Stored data
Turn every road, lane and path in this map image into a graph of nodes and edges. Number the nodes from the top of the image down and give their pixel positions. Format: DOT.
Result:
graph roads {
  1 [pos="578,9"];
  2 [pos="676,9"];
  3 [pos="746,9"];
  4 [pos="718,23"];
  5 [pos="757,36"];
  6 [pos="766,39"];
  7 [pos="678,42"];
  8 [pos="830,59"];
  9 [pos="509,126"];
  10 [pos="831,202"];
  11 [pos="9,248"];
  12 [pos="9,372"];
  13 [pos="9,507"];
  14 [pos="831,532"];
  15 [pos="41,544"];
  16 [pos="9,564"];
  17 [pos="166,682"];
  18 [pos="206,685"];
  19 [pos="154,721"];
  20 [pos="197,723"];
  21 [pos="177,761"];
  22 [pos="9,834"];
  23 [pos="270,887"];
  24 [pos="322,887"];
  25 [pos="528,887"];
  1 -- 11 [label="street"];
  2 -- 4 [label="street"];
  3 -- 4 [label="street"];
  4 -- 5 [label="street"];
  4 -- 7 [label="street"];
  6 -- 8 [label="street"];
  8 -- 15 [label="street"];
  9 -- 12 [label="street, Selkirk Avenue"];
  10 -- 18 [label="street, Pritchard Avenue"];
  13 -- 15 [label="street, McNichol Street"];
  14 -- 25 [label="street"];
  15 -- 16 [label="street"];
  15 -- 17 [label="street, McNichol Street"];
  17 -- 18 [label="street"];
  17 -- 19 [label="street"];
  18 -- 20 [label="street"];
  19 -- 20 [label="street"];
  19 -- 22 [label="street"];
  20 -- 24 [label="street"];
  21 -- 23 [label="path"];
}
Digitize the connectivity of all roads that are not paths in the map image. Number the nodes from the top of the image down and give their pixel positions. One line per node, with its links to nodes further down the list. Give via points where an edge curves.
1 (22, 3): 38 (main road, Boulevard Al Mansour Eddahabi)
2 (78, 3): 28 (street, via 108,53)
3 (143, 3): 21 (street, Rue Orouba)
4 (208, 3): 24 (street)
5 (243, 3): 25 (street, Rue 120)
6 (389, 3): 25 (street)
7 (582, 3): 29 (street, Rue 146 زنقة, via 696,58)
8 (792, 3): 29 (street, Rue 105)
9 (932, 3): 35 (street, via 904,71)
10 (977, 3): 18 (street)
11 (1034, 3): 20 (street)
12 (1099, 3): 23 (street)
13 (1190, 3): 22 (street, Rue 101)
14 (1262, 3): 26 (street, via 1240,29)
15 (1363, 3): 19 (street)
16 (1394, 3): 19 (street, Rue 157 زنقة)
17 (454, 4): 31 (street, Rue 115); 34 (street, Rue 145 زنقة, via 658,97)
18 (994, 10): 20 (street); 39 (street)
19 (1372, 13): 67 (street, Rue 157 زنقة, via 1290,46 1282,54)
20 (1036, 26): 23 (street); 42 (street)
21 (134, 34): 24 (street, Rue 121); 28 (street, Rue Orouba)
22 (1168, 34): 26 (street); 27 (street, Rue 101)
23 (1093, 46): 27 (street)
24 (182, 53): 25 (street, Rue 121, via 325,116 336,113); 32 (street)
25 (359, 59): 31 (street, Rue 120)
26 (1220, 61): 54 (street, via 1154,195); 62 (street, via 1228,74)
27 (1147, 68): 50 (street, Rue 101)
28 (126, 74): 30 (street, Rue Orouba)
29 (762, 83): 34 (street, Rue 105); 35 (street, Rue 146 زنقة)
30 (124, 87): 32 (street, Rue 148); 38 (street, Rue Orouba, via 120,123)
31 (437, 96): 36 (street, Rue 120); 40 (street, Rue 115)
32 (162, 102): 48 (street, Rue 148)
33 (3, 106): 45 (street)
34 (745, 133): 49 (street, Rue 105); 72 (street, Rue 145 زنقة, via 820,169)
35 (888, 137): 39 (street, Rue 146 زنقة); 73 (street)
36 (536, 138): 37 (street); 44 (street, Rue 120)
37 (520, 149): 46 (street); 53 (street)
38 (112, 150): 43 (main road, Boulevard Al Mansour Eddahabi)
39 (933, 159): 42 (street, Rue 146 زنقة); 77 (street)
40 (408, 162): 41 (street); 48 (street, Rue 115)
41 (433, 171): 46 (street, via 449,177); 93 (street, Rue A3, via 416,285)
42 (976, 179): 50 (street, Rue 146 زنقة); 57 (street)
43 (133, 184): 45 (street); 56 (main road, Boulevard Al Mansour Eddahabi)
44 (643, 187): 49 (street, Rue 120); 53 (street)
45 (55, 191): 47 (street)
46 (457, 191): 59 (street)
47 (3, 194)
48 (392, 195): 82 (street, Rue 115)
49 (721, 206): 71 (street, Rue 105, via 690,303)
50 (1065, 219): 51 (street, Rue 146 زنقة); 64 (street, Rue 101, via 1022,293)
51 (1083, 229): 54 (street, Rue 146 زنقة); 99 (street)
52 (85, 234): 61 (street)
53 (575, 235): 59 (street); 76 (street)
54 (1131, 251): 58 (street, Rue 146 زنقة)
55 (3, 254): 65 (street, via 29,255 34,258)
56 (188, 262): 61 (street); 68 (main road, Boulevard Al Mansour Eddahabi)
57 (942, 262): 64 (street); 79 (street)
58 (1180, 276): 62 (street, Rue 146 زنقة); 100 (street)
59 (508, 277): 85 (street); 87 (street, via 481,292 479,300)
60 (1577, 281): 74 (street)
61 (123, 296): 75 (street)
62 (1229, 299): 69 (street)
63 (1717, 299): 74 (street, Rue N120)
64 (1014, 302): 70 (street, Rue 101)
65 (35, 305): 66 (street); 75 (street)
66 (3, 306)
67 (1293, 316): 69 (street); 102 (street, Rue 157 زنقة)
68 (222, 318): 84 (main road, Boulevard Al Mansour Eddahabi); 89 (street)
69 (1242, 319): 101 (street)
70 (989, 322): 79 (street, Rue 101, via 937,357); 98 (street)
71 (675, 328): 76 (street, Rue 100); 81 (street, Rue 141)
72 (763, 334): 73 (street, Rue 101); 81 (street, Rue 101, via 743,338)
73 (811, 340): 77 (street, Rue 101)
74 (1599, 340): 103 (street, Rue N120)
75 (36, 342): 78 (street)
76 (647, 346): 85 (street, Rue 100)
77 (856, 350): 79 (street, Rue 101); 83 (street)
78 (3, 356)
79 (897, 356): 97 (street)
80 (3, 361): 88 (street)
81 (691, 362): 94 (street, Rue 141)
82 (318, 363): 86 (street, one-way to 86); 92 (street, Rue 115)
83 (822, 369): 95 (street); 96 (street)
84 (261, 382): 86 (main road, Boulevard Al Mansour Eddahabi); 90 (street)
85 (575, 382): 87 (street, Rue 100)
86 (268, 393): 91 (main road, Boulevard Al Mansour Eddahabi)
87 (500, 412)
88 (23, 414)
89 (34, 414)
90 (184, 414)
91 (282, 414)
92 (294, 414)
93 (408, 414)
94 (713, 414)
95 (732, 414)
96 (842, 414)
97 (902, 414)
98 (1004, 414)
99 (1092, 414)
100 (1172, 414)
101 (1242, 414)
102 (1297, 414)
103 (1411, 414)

(PROBLEM): For the word "Mansour", find all matching lines in the entries above and copy them out.

(WRITTEN RESPONSE):
1 (22, 3): 38 (main road, Boulevard Al Mansour Eddahabi)
38 (112, 150): 43 (main road, Boulevard Al Mansour Eddahabi)
43 (133, 184): 45 (street); 56 (main road, Boulevard Al Mansour Eddahabi)
56 (188, 262): 61 (street); 68 (main road, Boulevard Al Mansour Eddahabi)
68 (222, 318): 84 (main road, Boulevard Al Mansour Eddahabi); 89 (street)
84 (261, 382): 86 (main road, Boulevard Al Mansour Eddahabi); 90 (street)
86 (268, 393): 91 (main road, Boulevard Al Mansour Eddahabi)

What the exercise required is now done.